Liquified Natural Gas (LNG) gets plenty of attention as a globally traded energy source but some of its most interesting characteristics have little to do with energy. The mention of cryogenic liquids usually raises at least a small amount of interest in all of us. The urban legends of Walt Disney’s cryogenically suspended remains may have spurred the interest but even without the stories, cryogenic temperatures produce unique and often unexpected effects. This short article will remind the reader of some of the cooler aspects of LNG and other cryogenic liquids.
Absolute Zero
Absolute zero is the coldest point on the thermodynamic temperature scale, meaning essentially that all molecular movement has stopped, and the temperature is deemed to be zero. All absolute temperature scales, for example Kelvin and Rankine, have a common zero and thus comparisons of higher temperatures can be made (i.e. 100 K is twice as warm as 50 K). Helium, the lightest Noble Gas, liquifies at about 4.2K and exhibits additional “superfluid” states at even lower temperatures. Liquid nitrogen, the most common cryogenic gas, liquifies around 77 K, while methane liquifies at about 112 K (-162° C or -260° F). Since LNG is primarily methane, the nominal temperature for LNG is usually expressed as 112 K. By applying the absolute scale, LNG is about 28 times warmer than liquid helium and 1.5 times warmer than liquid nitrogen. Ice forms at 273 K, so ice is more than twice as warm as LNG on an absolute scale. The bottom line from this analysis, LNG is very cold, much more similar to liquid nitrogen than any other substance found commonly in everyday experience.
Material Properties
Many high school students are familiar with liquid nitrogen demonstrations in which the temperature of materials is dramatically lowered to alter their physical properties. Using a frozen banana as a hammer and dramatically changing the tone of a bell are two of the most common. Both demonstrations are relevant in the handling of LNG. Elastomers can freeze and become rigid, offering little sealing protection (recall Richard Feynman’s demonstration in front of congress after the Challenger disaster). Metals are also not immune to problems at very low temperatures, and become brittle, as demonstrated by the change in the bell’s tone. Only by the careful selection of all materials used in LNG apparatus, can LNG be safely and efficiently handled.

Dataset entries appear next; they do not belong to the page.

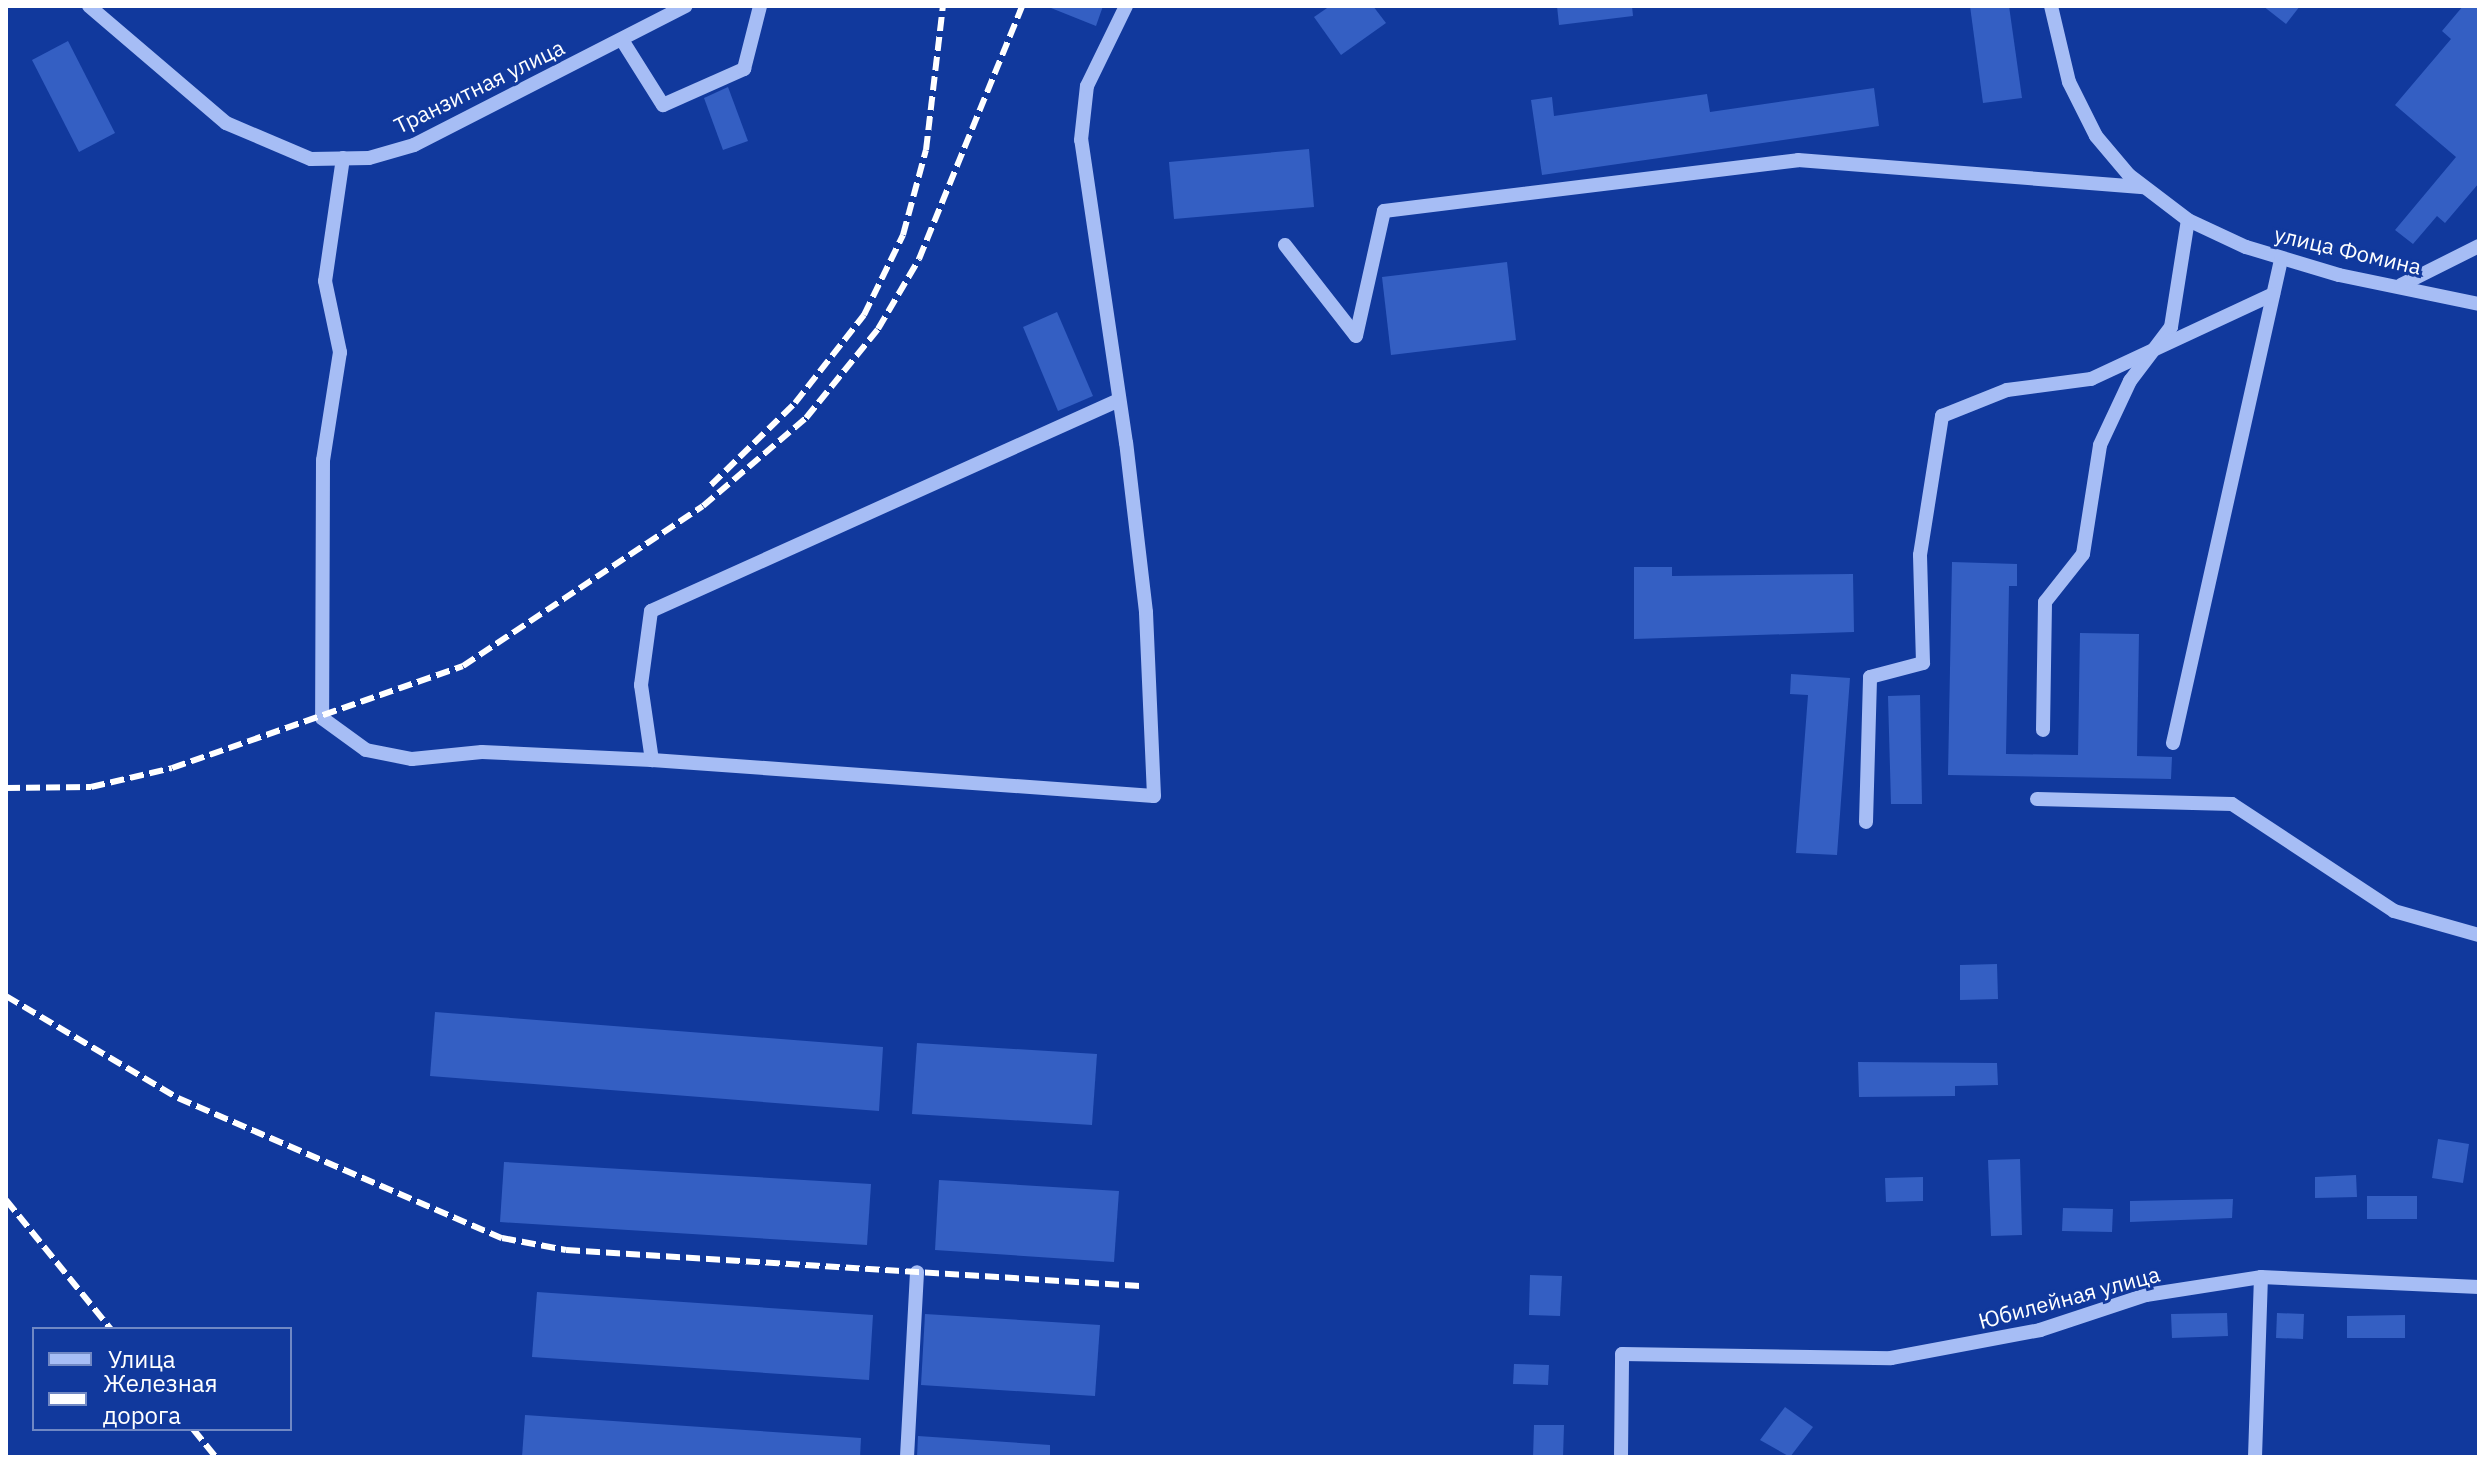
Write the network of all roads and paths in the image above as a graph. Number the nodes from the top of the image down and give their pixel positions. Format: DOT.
graph roads {
  1 [pos="89,6"];
  2 [pos="686,6"];
  3 [pos="760,6"];
  4 [pos="1126,6"];
  5 [pos="2051,6"];
  6 [pos="622,40"];
  7 [pos="343,158"];
  8 [pos="2144,187"];
  9 [pos="2188,220"];
  10 [pos="1285,245"];
  11 [pos="2479,246"];
  12 [pos="2281,258"];
  13 [pos="2401,285"];
  14 [pos="2273,294"];
  15 [pos="2479,304"];
  16 [pos="2158,344"];
  17 [pos="1119,400"];
  18 [pos="2043,730"];
  19 [pos="2173,743"];
  20 [pos="652,760"];
  21 [pos="2037,799"];
  22 [pos="1866,822"];
  23 [pos="2479,935"];
  24 [pos="917,1272"];
  25 [pos="2261,1277"];
  26 [pos="2479,1287"];
  27 [pos="907,1457"];
  28 [pos="1621,1457"];
  29 [pos="2255,1457"];
  1 -- 7 [label="street, Транзитная улица"];
  2 -- 6 [label="street, Транзитная улица"];
  3 -- 6 [label="street"];
  4 -- 17 [label="street"];
  5 -- 8 [label="street, улица Фомина"];
  6 -- 7 [label="street, Транзитная улица"];
  7 -- 20 [label="street"];
  8 -- 9 [label="street, улица Фомина"];
  8 -- 10 [label="street"];
  9 -- 12 [label="street, улица Фомина"];
  9 -- 16 [label="street"];
  11 -- 13 [label="street"];
  12 -- 13 [label="street, улица Фомина"];
  12 -- 14 [label="street"];
  13 -- 15 [label="street, улица Фомина"];
  14 -- 16 [label="street"];
  14 -- 19 [label="street"];
  16 -- 18 [label="street"];
  16 -- 22 [label="street"];
  17 -- 20 [label="street"];
  17 -- 20 [label="street"];
  21 -- 23 [label="street"];
  24 -- 27 [label="street"];
  25 -- 26 [label="street, Юбилейная улица"];
  25 -- 28 [label="street, Юбилейная улица"];
  25 -- 29 [label="street"];
}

Volume and Temperature Measurements
The fundamental questions that need to be answered when buying or selling any commodity are all about accurate measurement. For LNG, the volume of liquid transferred is of primary importance along with the energy density. Flow metering is the primary method to determine volumetric exchanges for oil and natural gas alike, but designing a flow meter for use at 112 K is a daunting task. Although there are a handful of flow measurements in LNG performed, the accepted method to measure the volume of LNG is through various forms of tank gauging. Sealing requirements, embrittlement of electronics, and the survivability of moving parts makes most metering impractical. Temperature measurement can also be a challenge. Temperature is often measured using thermocouples, but in a cryogenic environment the preferential method often requires a resistance temperature detector (RTD). The resistivity of many metals is nearly linear over a wide temperature range, with platinum being one of the best characterized, so this fact is exploited to accomplish temperature measurements across wide ranges of cryogenic temperature.

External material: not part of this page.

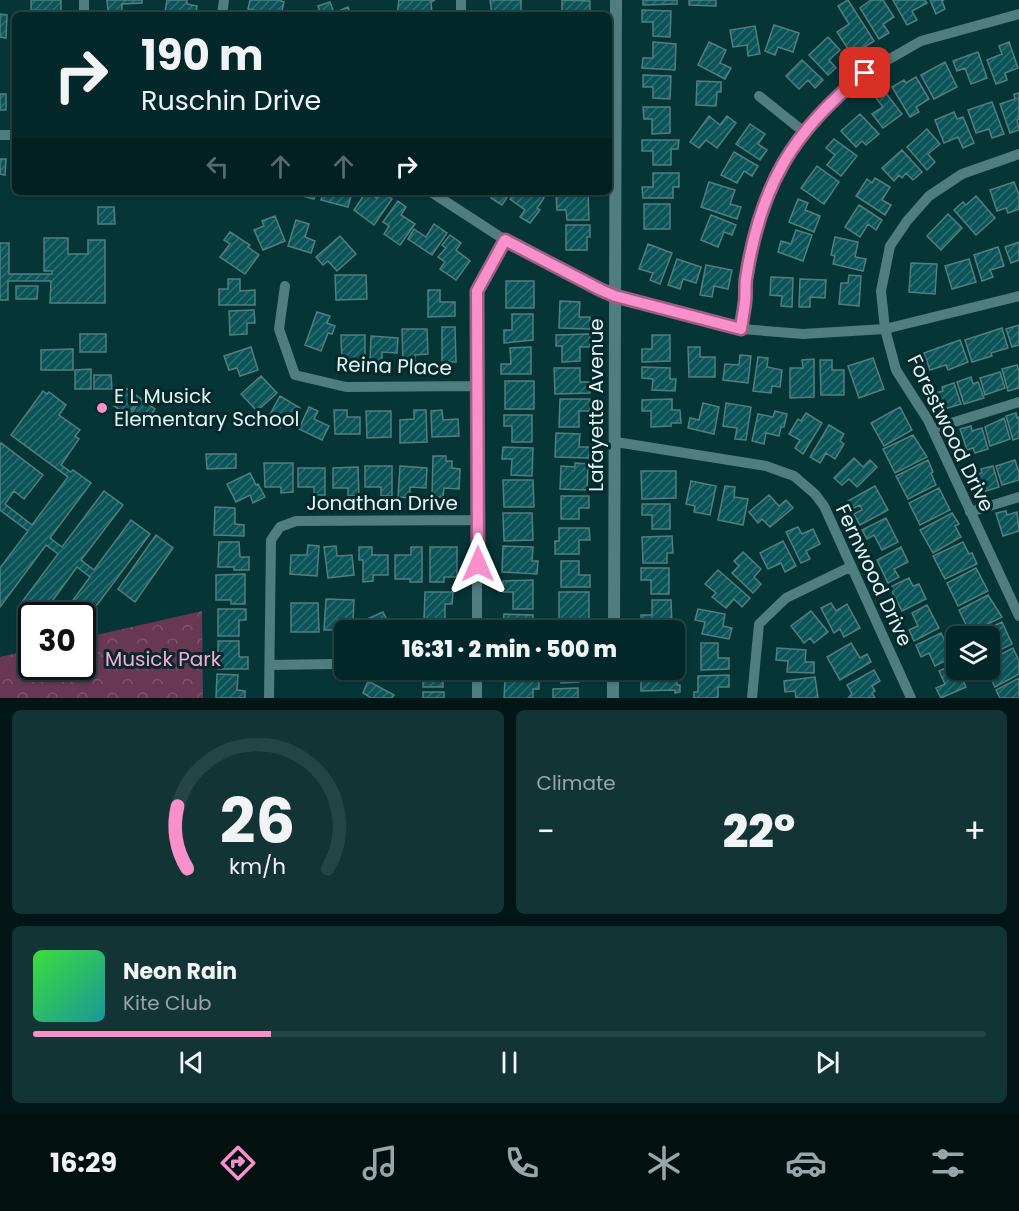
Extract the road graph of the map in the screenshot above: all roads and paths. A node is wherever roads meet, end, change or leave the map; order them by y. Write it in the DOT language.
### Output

Measuring the temperature of flowing LNG can be especially problematic in slow moving or small transfer lines. Because LNG is usually very near its boiling point, the introduction of even tiny amounts of heat can create gas pockets which destroy the measurement. Gas pockets traveling along the top of large transfer lines are at a different temperature than the liquid. Probe placement and the insulation around the pipe are critical. Pre-vaporization of liquid in gas analysis (sampling) lines create unacceptable temperature variations and large pulsations that can destroy meaningful analysis. Routine measurements in gases and liquids at or near room temperature can be extremely difficult in LNG, simply because of the cryogenic environment.